▶ _Images with bounding boxes_
↓↓↓
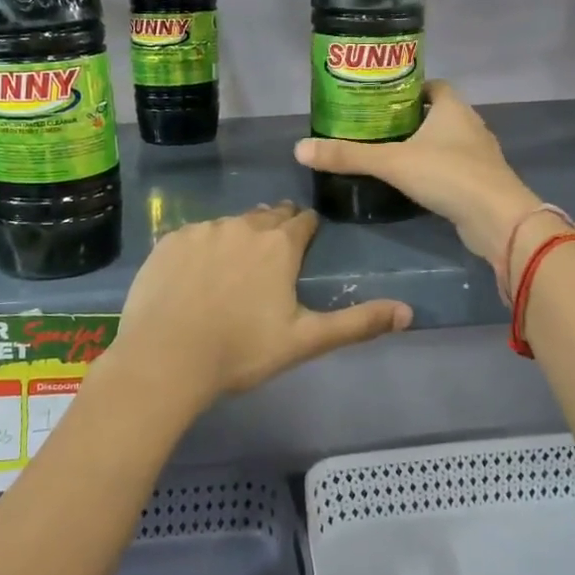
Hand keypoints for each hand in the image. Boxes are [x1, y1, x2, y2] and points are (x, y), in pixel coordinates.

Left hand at [115, 201, 411, 405]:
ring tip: (233, 269)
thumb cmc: (241, 350)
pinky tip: (197, 276)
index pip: (302, 221)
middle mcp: (243, 226)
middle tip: (273, 255)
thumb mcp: (305, 340)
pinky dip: (203, 248)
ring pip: (230, 224)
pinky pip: (196, 235)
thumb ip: (358, 323)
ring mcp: (202, 230)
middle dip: (275, 228)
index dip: (307, 230)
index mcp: (278, 245)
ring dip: (238, 237)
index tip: (306, 242)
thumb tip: (409, 312)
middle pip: (267, 216)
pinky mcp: (170, 240)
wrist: (165, 358)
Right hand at [294, 81, 544, 268]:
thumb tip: (300, 149)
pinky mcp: (481, 182)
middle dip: (410, 119)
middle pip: (438, 113)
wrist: (498, 219)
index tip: (382, 99)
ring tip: (390, 154)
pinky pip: (454, 167)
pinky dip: (435, 170)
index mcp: (453, 107)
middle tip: (376, 127)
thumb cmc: (448, 175)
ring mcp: (480, 155)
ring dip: (424, 146)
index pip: (432, 85)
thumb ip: (348, 156)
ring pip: (446, 142)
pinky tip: (414, 183)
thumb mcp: (392, 162)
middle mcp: (470, 125)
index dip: (409, 88)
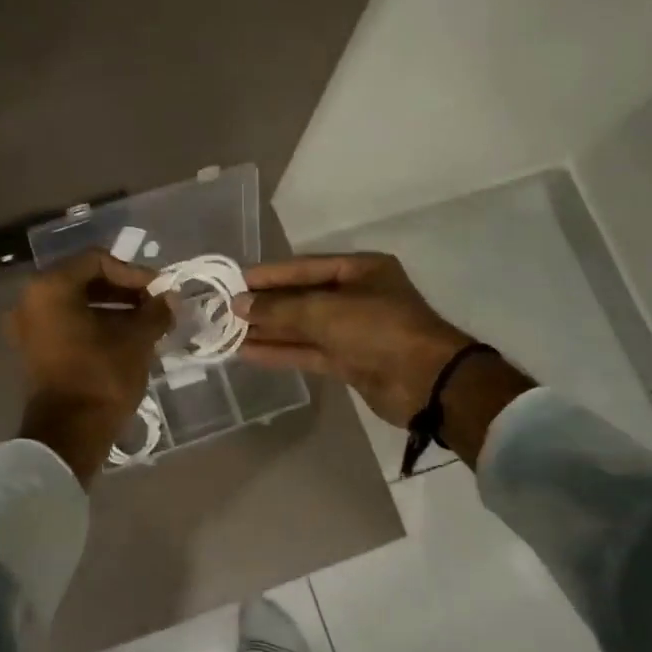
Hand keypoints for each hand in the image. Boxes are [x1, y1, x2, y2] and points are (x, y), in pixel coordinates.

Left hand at [7, 251, 171, 481]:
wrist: (69, 434)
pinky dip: (95, 325)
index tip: (158, 290)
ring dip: (112, 309)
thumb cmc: (101, 377)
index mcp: (51, 287)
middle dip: (123, 290)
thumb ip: (154, 312)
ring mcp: (28, 327)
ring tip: (146, 323)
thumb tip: (170, 298)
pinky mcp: (34, 350)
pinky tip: (125, 338)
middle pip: (84, 280)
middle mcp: (31, 300)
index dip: (132, 272)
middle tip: (154, 304)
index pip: (96, 260)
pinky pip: (67, 324)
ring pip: (76, 304)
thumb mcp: (136, 340)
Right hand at [232, 253, 475, 425]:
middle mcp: (356, 297)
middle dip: (265, 305)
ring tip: (228, 332)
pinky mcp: (349, 361)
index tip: (233, 281)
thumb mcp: (326, 311)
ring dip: (268, 330)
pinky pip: (307, 351)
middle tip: (224, 310)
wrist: (427, 383)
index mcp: (360, 270)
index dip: (268, 275)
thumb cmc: (379, 329)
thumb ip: (280, 308)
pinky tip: (247, 352)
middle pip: (301, 298)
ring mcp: (352, 331)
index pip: (304, 268)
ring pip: (302, 327)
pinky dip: (280, 352)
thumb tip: (239, 305)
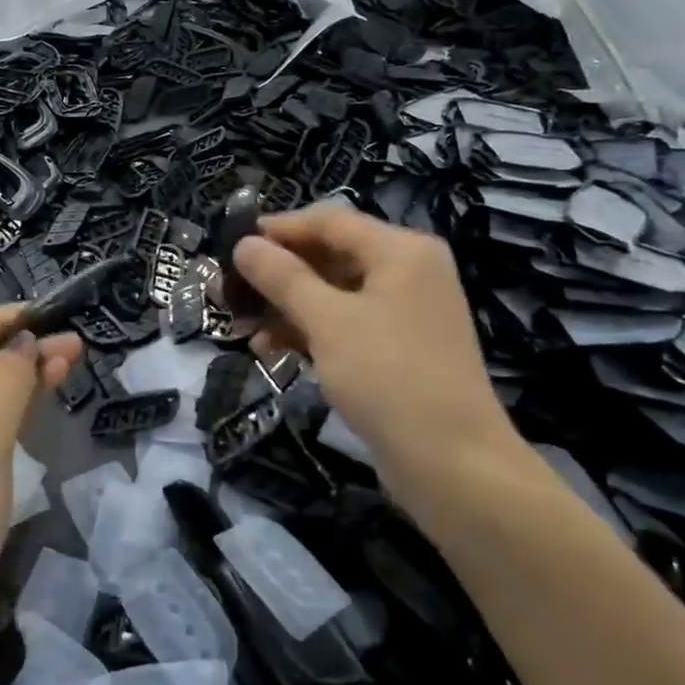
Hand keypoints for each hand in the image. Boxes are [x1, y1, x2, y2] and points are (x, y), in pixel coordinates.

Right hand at [233, 204, 521, 490]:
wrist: (452, 463)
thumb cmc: (388, 376)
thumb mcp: (327, 321)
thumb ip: (282, 277)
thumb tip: (245, 243)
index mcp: (401, 251)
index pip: (329, 221)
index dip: (279, 229)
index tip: (233, 244)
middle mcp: (408, 272)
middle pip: (331, 255)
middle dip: (279, 273)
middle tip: (231, 290)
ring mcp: (405, 313)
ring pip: (334, 294)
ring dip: (288, 306)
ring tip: (243, 325)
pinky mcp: (398, 349)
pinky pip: (346, 324)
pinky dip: (310, 331)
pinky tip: (272, 350)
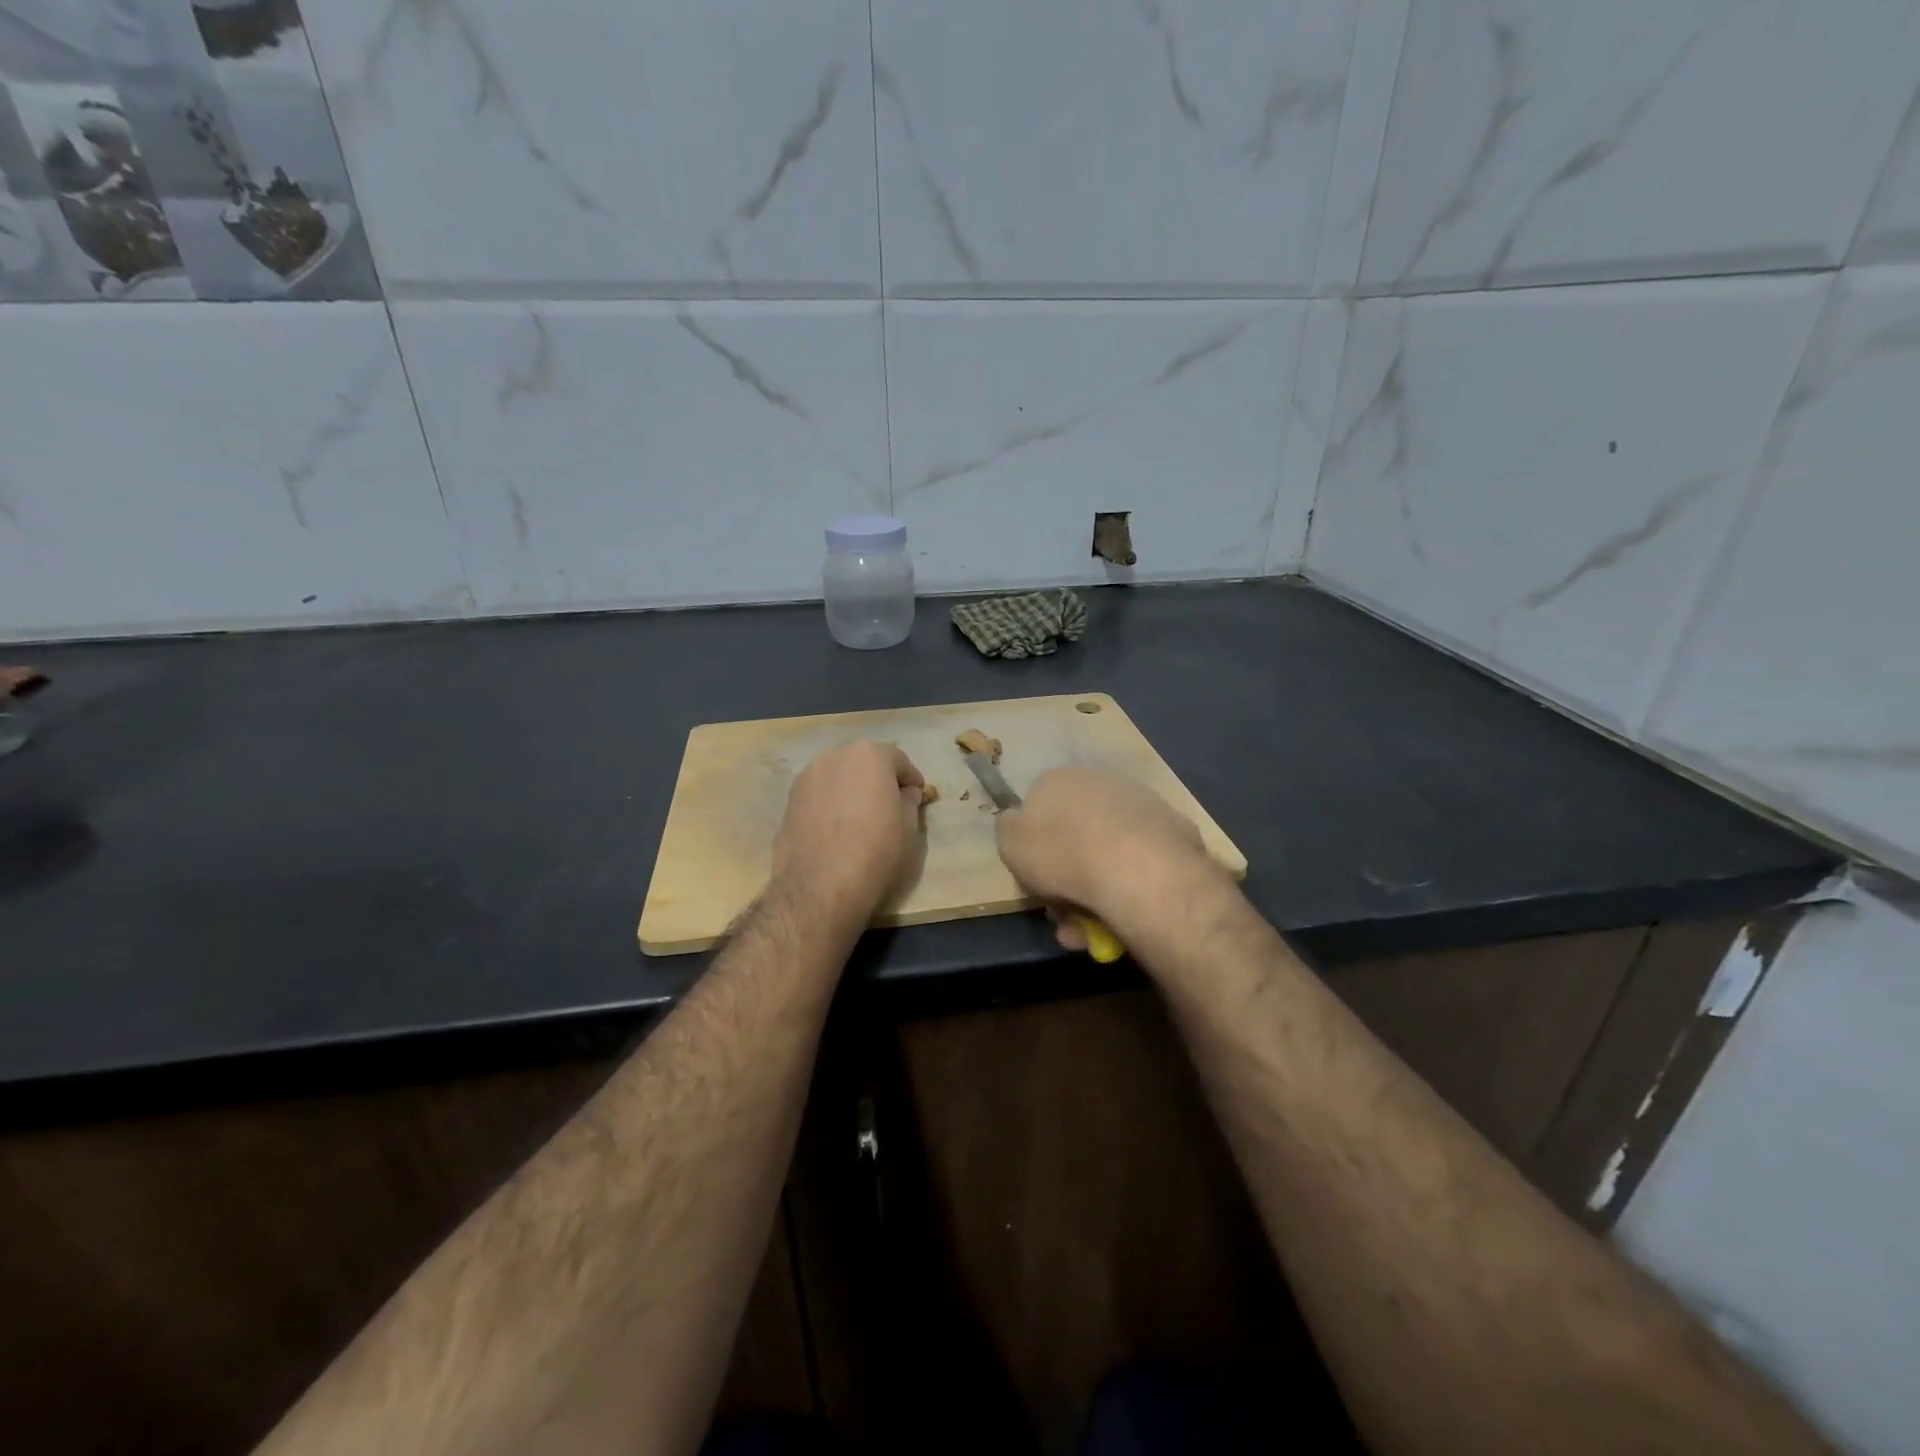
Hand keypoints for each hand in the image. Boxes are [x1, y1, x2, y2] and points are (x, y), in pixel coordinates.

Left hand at [772, 740, 925, 923]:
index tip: (918, 798)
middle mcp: (836, 755)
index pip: (899, 761)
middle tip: (890, 805)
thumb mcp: (908, 826)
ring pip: (840, 776)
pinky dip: (832, 802)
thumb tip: (906, 793)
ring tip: (861, 817)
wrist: (820, 884)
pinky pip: (820, 793)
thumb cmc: (876, 850)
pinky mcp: (790, 798)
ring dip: (852, 789)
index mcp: (870, 754)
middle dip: (879, 779)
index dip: (911, 780)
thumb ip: (910, 801)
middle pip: (865, 762)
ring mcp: (808, 775)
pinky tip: (837, 827)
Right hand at [996, 767, 1216, 944]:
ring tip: (1090, 933)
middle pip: (1075, 837)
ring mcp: (1142, 805)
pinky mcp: (1174, 832)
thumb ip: (1010, 830)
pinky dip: (1127, 892)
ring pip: (1108, 857)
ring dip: (1094, 896)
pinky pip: (1140, 866)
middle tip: (1063, 917)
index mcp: (1060, 779)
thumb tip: (1020, 824)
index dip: (1035, 849)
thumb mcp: (1010, 842)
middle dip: (1066, 880)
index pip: (1040, 810)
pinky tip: (1121, 922)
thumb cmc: (1062, 852)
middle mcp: (1101, 783)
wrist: (1136, 868)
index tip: (1036, 880)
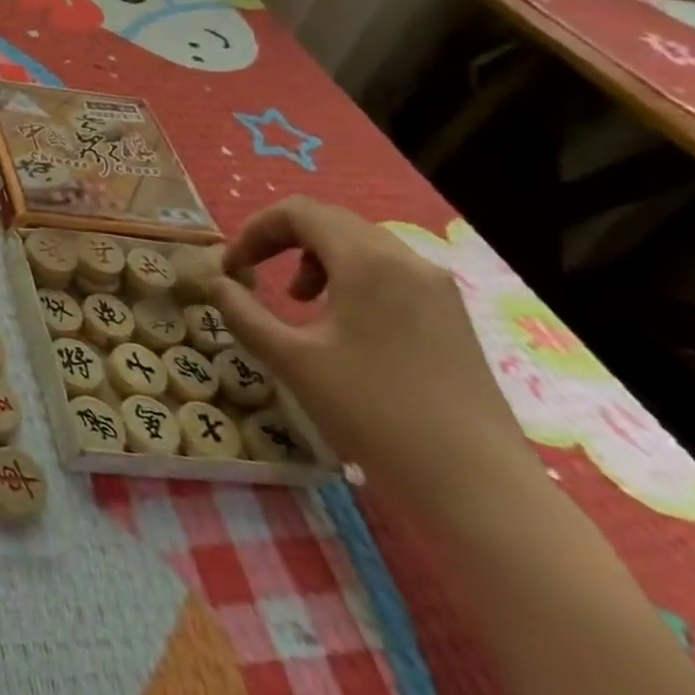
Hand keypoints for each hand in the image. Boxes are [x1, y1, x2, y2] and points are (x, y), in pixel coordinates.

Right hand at [209, 197, 545, 524]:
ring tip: (298, 303)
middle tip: (253, 275)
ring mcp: (436, 288)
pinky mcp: (451, 316)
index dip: (255, 231)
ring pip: (362, 246)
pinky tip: (342, 325)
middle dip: (282, 241)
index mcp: (367, 261)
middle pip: (332, 222)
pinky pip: (389, 273)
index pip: (300, 212)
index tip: (231, 267)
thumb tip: (218, 284)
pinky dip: (350, 279)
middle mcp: (407, 260)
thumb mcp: (291, 360)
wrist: (475, 482)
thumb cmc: (372, 411)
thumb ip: (244, 314)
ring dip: (315, 260)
↑↑↑
▶ _YOUR TASK_
Write out the records exactly. Do not carry the pictures over.

▶ _EXERCISE RESPONSE_
Hand keypoints for each hand in the image. Boxes are [x1, y1, x2, y2] and points are (x, y), in pixel coordinates.

Left hand at [115, 201, 411, 405]:
ring tip: (233, 269)
thumb cmc: (241, 350)
pinky tip: (197, 276)
index pip: (302, 221)
middle mcp: (243, 226)
middle tip: (273, 255)
thumb mcp: (305, 340)
pinky dip: (203, 248)
ring pip: (230, 224)
pinky pip: (196, 235)
thumb ip: (358, 323)
ring mcp: (202, 230)
middle dip: (275, 228)
index dip: (307, 230)
index mcp: (278, 245)
ring dip: (238, 237)
index tip: (306, 242)
thumb tip: (409, 312)
middle pip: (267, 216)
pinky mcp: (170, 240)
wrist: (165, 358)
Right hand at [294, 81, 544, 268]:
thumb tip: (300, 149)
pinky mcp: (481, 182)
middle dip: (410, 119)
middle pip: (438, 113)
wrist: (498, 219)
index tip: (382, 99)
ring tip: (390, 154)
pinky pip: (454, 167)
pinky dip: (435, 170)
index mcp: (453, 107)
middle tip: (376, 127)
thumb cmc: (448, 175)
ring mcp: (480, 155)
ring dip: (424, 146)
index pip: (432, 85)
thumb ip: (348, 156)
ring pip: (446, 142)
pinky tip: (414, 183)
thumb mcp: (392, 162)
middle mcp: (470, 125)
index dip: (409, 88)
Hand keypoints for each hand in the image. Boxes are [x1, y1, x2, y2] and points are (x, y), in pixel coordinates.

Left hand at [7, 251, 171, 481]:
wrist: (69, 434)
pinky dip: (95, 325)
index tip: (158, 290)
ring dip: (112, 309)
thumb cmc: (101, 377)
index mcp: (51, 287)
middle dip: (123, 290)
thumb ip: (154, 312)
ring mcp: (28, 327)
ring tip: (146, 323)
thumb tip: (170, 298)
pinky mcp: (34, 350)
pinky tip: (125, 338)
middle pip: (84, 280)
middle mcp: (31, 300)
index dip: (132, 272)
middle tip: (154, 304)
index pip: (96, 260)
pinky pip: (67, 324)
ring pip: (76, 304)
thumb mcp: (136, 340)
Right hand at [232, 253, 475, 425]:
middle mcp: (356, 297)
middle dip: (265, 305)
ring tip: (228, 332)
pinky mcp: (349, 361)
index tip: (233, 281)
thumb mcp: (326, 311)
ring dip: (268, 330)
pinky pip: (307, 351)
middle tip: (224, 310)
wrist: (427, 383)
index mcp: (360, 270)
index dip: (268, 275)
thumb cmc: (379, 329)
thumb ip: (280, 308)
pinky tip: (247, 352)
middle pip: (301, 298)
ring mcp: (352, 331)
index pip: (304, 268)
ring pip: (302, 327)
pinky dip: (280, 352)
thumb tip: (239, 305)
Hand keypoints for each hand in the image. Boxes are [x1, y1, x2, y2] and points are (x, y), in pixel coordinates.

Right hand at [233, 204, 521, 490]:
wrist: (452, 463)
thumb cmc: (388, 376)
thumb mcp: (327, 321)
thumb ip: (282, 277)
thumb tip: (245, 243)
index mcp: (401, 251)
index pip: (329, 221)
index dip: (279, 229)
index tip: (233, 244)
middle mcp: (408, 272)
middle pip: (331, 255)
middle dip: (279, 273)
middle tip: (231, 290)
ring mcp: (405, 313)
ring pip: (334, 294)
ring dip: (288, 306)
ring tip: (243, 325)
pinky mcp: (398, 349)
pinky pip: (346, 324)
pinky dip: (310, 331)
pinky tip: (272, 350)
Hand keypoints for each hand in the image. Boxes are [x1, y1, x2, y2] and points are (x, y), in pixel coordinates.

Left hand at [772, 740, 925, 923]:
index tip: (918, 798)
middle mcp: (836, 755)
index pip: (899, 761)
middle tip: (890, 805)
thumb mcp: (908, 826)
ring pip: (840, 776)
pinky dip: (832, 802)
thumb tip: (906, 793)
ring tip: (861, 817)
wrist: (820, 884)
pinky pip: (820, 793)
thumb cmc: (876, 850)
pinky mcp: (790, 798)
ring dip: (852, 789)
index mcp: (870, 754)
middle dip: (879, 779)
index dip: (911, 780)
thumb ip: (910, 801)
middle pip: (865, 762)
ring mcp: (808, 775)
pinky tip: (837, 827)
Right hand at [996, 767, 1216, 944]:
ring tip: (1090, 933)
middle pip: (1075, 837)
ring mcp: (1142, 805)
pinky mcp: (1174, 832)
thumb ip: (1010, 830)
pinky dip: (1127, 892)
ring pip: (1108, 857)
ring dip: (1094, 896)
pinky pip: (1140, 866)
middle tip: (1063, 917)
index mcp: (1060, 779)
thumb tip: (1020, 824)
index dip: (1035, 849)
thumb mcp: (1010, 842)
middle dip: (1066, 880)
index pip: (1040, 810)
pinky tip: (1121, 922)
thumb cmc: (1062, 852)
middle mcp: (1101, 783)
wrist: (1136, 868)
index tip: (1036, 880)
Hand keypoints for each hand in the image. Boxes are [x1, y1, x2, y2] and points are (x, y), in pixel coordinates.

Right hand at [209, 197, 545, 524]:
ring tip: (298, 303)
middle tip: (253, 275)
ring mcp: (436, 288)
pinky mcp: (451, 316)
index dip: (255, 231)
ring pip: (362, 246)
pinky tip: (342, 325)
middle dip: (282, 241)
index mcp: (367, 261)
middle pip: (332, 222)
pinky pip: (389, 273)
index pip: (300, 212)
index tip: (231, 267)
thumb tip: (218, 284)
pinky dip: (350, 279)
middle mcp: (407, 260)
thumb mcp: (291, 360)
wrist: (475, 482)
thumb cmc: (372, 411)
thumb ip: (244, 314)
ring dip: (315, 260)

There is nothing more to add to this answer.